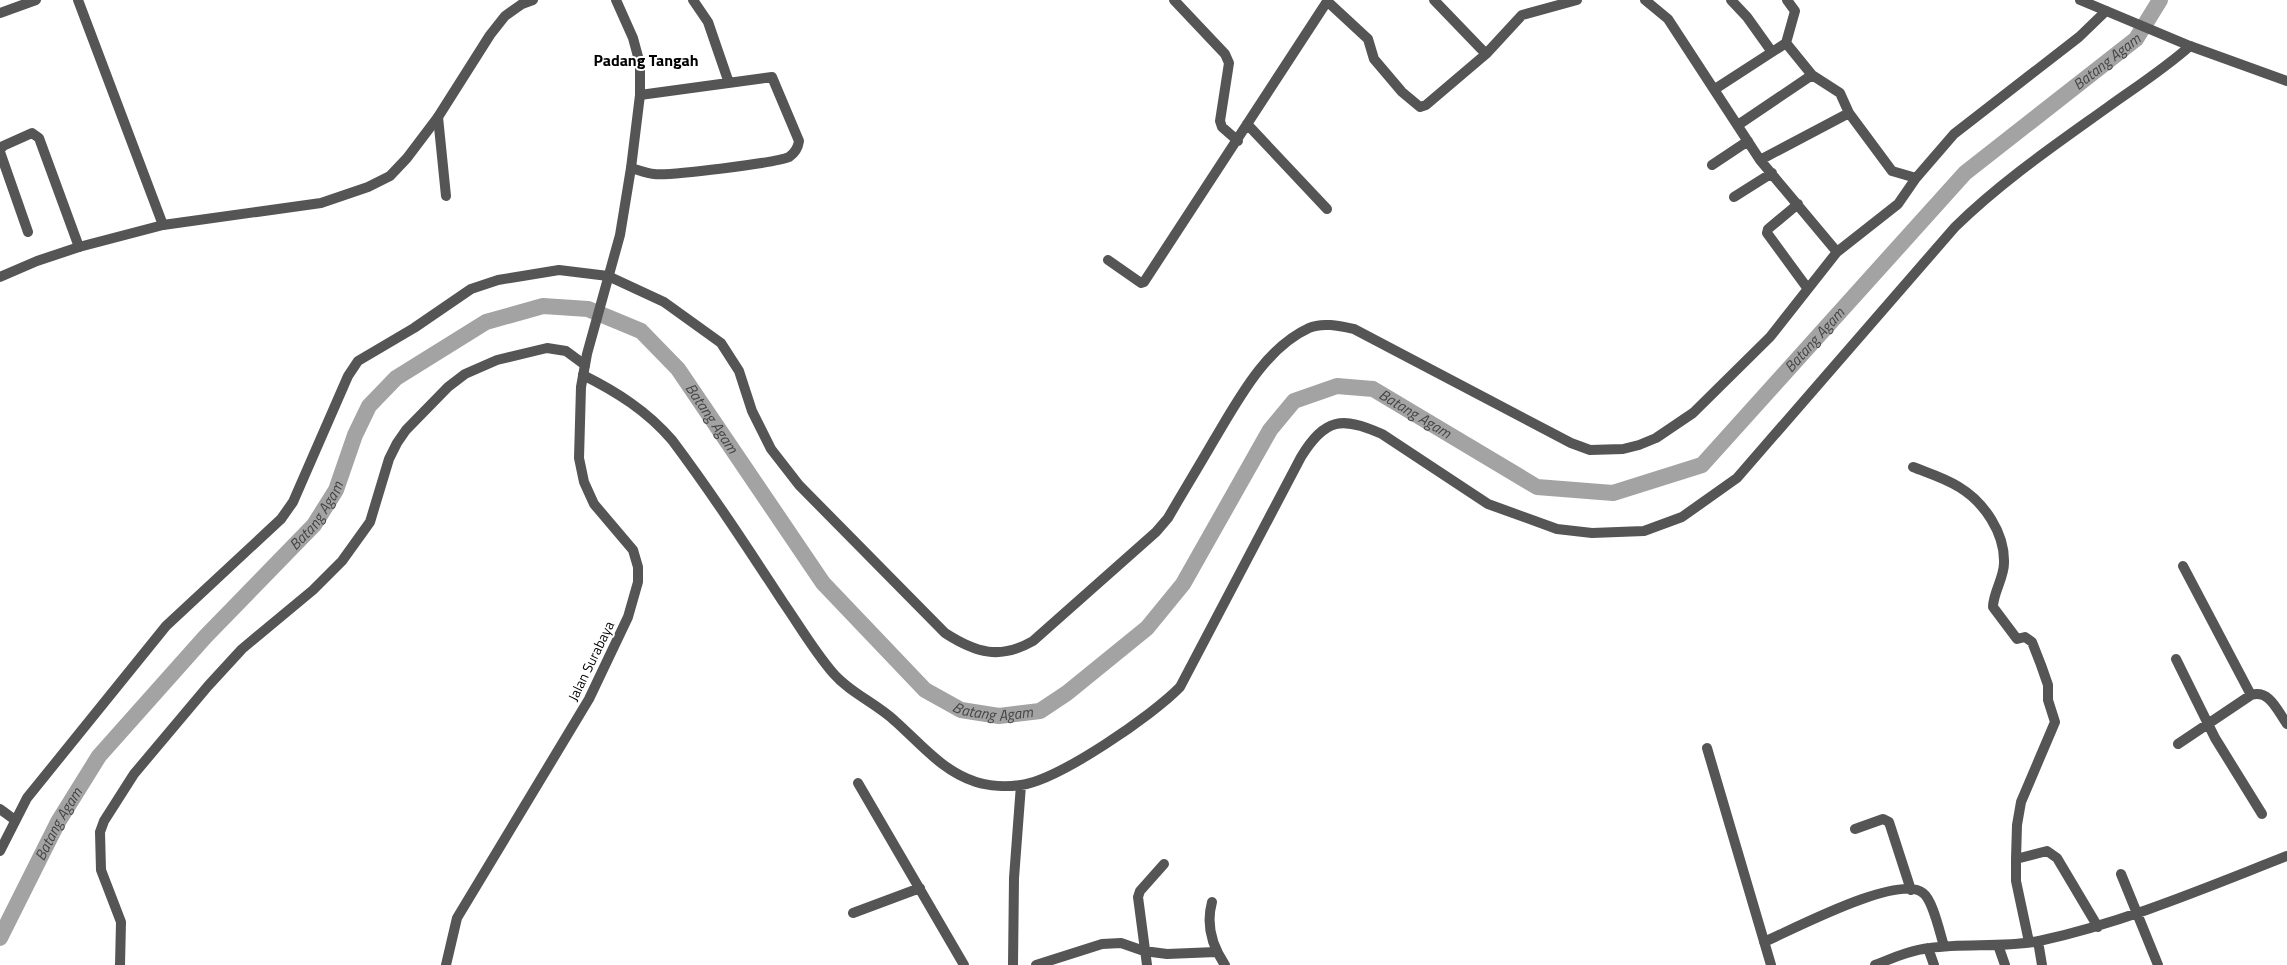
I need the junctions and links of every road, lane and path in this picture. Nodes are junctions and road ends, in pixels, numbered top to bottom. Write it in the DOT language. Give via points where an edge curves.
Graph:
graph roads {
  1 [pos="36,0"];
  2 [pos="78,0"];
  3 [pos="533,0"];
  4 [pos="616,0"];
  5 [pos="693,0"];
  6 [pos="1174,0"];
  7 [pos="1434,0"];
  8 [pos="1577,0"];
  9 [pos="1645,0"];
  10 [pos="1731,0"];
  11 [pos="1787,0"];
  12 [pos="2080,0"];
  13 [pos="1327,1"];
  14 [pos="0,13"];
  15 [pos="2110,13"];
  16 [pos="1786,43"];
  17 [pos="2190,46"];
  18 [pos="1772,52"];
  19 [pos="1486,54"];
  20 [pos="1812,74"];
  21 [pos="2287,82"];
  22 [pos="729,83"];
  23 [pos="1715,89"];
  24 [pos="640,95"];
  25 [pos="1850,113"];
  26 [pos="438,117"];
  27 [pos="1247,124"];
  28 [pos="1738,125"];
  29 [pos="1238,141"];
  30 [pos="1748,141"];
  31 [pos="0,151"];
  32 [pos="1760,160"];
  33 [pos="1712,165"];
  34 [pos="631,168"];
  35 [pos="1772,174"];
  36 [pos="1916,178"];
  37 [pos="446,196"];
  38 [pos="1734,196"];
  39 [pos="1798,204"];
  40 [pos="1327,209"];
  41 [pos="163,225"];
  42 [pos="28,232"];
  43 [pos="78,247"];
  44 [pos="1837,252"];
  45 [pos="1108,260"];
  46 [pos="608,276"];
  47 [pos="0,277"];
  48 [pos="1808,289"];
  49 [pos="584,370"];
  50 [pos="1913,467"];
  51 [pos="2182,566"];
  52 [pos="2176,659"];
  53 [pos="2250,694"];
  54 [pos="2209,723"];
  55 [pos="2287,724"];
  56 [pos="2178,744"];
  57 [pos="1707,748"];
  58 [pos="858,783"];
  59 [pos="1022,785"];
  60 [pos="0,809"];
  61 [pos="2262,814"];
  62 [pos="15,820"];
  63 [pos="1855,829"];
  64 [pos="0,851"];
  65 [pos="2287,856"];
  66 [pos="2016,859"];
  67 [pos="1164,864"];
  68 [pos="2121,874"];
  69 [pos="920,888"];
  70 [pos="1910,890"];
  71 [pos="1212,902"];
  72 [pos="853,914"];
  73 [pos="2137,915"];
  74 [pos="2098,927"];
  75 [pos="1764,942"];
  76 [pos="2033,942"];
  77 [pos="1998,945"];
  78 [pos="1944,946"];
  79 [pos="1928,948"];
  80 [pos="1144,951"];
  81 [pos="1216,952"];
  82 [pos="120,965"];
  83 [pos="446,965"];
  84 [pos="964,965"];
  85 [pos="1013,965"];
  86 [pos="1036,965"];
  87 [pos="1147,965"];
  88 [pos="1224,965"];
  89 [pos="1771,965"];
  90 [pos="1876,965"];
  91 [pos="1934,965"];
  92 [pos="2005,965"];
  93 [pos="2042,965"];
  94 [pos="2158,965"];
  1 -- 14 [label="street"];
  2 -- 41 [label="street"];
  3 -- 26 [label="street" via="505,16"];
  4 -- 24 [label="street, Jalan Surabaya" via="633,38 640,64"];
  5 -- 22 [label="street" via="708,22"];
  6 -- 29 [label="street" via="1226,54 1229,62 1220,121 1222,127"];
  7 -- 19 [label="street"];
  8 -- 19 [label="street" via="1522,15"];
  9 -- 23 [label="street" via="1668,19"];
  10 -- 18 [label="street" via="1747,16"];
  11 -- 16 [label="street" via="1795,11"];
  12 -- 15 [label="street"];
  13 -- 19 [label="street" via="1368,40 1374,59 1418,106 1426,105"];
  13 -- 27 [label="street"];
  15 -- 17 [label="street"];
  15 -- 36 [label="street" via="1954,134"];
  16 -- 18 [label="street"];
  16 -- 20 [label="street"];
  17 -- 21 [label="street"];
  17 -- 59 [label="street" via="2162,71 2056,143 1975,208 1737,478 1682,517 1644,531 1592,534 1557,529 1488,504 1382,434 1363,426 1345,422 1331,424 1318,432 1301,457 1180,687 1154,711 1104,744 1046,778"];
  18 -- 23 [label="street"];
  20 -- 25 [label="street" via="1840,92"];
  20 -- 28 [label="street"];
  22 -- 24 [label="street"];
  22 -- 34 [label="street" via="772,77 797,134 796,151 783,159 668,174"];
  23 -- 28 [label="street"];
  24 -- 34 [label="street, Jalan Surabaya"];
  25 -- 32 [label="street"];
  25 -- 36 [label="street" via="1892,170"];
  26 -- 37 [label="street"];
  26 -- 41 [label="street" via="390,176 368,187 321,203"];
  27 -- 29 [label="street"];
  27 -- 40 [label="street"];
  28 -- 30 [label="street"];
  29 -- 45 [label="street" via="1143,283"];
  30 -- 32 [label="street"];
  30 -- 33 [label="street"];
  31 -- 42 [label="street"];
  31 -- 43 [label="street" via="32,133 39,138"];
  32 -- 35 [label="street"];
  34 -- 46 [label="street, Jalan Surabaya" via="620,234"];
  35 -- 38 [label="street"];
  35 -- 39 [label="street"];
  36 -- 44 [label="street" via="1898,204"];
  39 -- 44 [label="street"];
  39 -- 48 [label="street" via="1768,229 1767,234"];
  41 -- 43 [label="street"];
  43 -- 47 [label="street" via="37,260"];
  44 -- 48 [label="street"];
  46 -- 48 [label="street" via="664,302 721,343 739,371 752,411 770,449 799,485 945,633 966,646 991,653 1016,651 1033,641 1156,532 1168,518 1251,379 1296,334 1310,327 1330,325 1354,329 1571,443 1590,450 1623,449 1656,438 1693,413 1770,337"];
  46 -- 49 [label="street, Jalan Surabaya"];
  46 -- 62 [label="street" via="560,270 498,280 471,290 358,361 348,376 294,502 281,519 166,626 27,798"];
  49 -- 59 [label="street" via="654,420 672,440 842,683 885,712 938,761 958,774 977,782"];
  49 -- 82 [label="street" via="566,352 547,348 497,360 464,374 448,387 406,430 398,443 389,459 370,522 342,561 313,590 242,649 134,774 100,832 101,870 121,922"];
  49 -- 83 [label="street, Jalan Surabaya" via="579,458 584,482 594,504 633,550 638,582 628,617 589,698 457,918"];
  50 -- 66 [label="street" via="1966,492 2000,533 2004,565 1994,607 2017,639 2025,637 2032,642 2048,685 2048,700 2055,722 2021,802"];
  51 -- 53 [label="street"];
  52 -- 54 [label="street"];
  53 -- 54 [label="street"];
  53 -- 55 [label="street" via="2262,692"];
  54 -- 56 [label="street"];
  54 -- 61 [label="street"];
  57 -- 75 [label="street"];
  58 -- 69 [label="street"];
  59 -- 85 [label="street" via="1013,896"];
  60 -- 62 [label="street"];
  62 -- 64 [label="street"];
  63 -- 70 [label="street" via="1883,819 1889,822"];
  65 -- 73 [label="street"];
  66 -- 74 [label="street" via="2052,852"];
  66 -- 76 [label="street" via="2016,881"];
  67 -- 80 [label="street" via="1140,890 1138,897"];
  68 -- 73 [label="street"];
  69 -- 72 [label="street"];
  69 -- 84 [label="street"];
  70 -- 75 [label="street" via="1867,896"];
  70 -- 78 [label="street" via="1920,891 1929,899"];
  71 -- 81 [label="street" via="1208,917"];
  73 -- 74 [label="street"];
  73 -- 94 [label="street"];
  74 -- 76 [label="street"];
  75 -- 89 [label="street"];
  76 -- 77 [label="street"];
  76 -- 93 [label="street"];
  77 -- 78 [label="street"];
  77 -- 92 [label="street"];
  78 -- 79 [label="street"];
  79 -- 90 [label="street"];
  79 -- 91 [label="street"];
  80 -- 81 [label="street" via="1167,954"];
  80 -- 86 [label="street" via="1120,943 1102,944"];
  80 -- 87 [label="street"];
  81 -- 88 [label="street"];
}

==

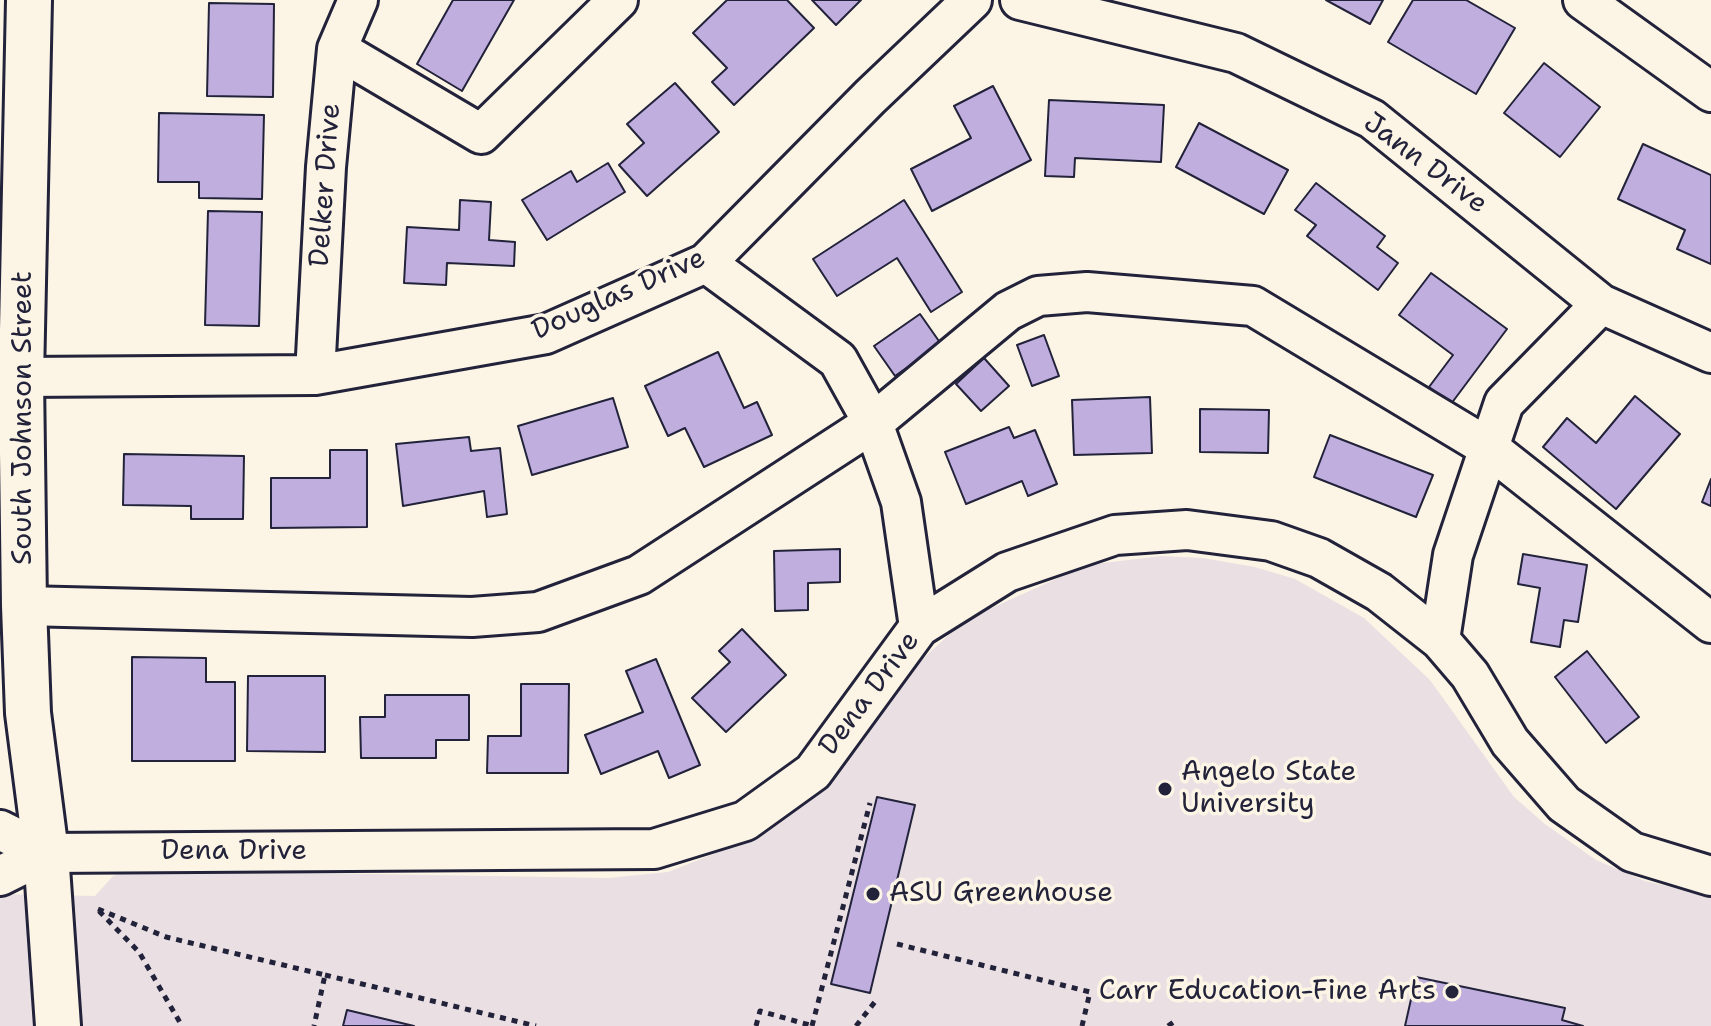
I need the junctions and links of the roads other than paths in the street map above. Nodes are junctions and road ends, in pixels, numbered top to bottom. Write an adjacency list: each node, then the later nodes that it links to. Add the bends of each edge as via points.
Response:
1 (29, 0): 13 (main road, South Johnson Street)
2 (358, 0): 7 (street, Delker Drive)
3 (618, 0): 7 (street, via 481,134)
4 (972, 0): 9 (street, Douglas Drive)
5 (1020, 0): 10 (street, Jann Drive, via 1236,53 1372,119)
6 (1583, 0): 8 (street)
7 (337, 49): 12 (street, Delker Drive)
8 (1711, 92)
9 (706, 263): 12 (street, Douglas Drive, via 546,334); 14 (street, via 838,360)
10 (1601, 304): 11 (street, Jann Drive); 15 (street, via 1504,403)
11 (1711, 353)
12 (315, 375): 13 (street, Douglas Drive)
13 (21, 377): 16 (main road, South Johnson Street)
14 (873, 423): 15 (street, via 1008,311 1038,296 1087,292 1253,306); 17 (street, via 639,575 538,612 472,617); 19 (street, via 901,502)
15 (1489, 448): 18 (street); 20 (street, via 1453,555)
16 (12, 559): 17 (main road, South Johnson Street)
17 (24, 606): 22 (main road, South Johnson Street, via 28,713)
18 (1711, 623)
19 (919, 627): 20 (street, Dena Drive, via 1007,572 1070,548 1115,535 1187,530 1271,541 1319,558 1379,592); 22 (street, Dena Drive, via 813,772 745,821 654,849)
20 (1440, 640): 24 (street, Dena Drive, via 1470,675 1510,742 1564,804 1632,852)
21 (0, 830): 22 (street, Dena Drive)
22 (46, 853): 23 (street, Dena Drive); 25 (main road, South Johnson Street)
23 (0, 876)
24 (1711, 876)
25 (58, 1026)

--

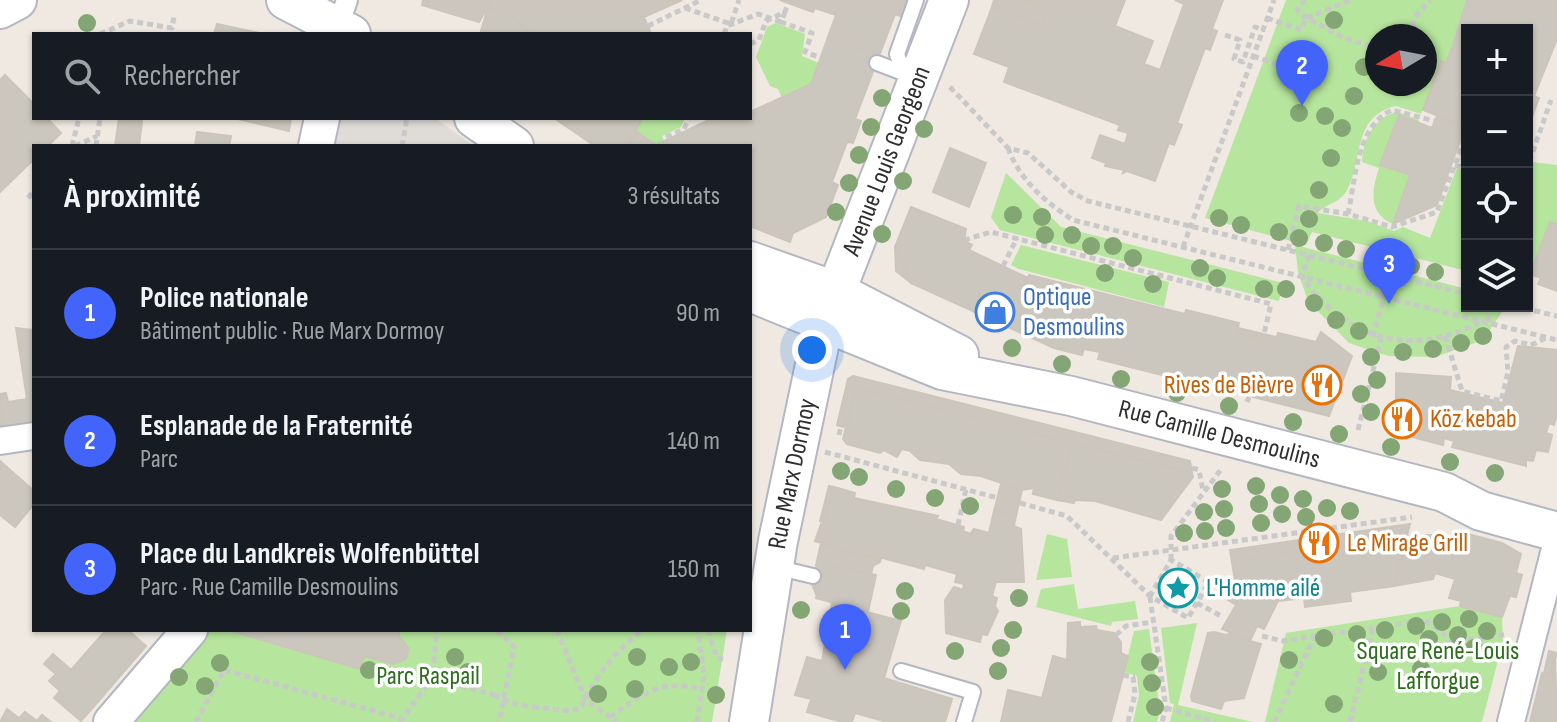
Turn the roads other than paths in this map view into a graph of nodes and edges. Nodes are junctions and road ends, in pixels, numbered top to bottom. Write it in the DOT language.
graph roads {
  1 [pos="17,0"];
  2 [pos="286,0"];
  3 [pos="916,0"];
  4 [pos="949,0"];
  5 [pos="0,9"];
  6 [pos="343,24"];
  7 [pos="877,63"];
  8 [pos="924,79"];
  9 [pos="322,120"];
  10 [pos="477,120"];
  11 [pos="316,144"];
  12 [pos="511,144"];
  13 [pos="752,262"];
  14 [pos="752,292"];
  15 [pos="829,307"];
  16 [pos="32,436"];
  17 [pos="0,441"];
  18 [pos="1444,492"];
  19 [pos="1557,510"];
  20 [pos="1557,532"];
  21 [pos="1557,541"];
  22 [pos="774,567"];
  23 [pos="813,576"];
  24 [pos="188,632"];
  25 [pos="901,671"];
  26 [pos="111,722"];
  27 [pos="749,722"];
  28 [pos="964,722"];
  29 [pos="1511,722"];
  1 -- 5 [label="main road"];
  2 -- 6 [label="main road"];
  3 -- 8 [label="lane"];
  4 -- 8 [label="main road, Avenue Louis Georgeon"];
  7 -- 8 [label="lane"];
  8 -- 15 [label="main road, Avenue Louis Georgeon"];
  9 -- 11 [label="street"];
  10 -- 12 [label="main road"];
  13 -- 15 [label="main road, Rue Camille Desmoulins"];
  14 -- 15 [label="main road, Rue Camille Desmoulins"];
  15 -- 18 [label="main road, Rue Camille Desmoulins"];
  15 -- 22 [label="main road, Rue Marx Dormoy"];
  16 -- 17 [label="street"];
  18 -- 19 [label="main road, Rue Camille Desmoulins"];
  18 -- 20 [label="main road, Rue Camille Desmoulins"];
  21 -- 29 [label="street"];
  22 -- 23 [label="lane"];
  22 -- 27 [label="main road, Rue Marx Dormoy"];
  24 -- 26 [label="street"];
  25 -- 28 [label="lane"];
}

- PROBLEM TO SOLVE
Only lines containing the word "need" should be copied from the material above.

- RESPONSE
I need the junctions and links of every road, lane and path in this picture. Nodes are junctions and road ends, in pixels, numbered top to bottom. Write it in the DOT language. Give via points where an edge curves.
I need the junctions and links of the roads other than paths in the street map above. Nodes are junctions and road ends, in pixels, numbered top to bottom. Write an adjacency list: each node, then the later nodes that it links to. Add the bends of each edge as via points.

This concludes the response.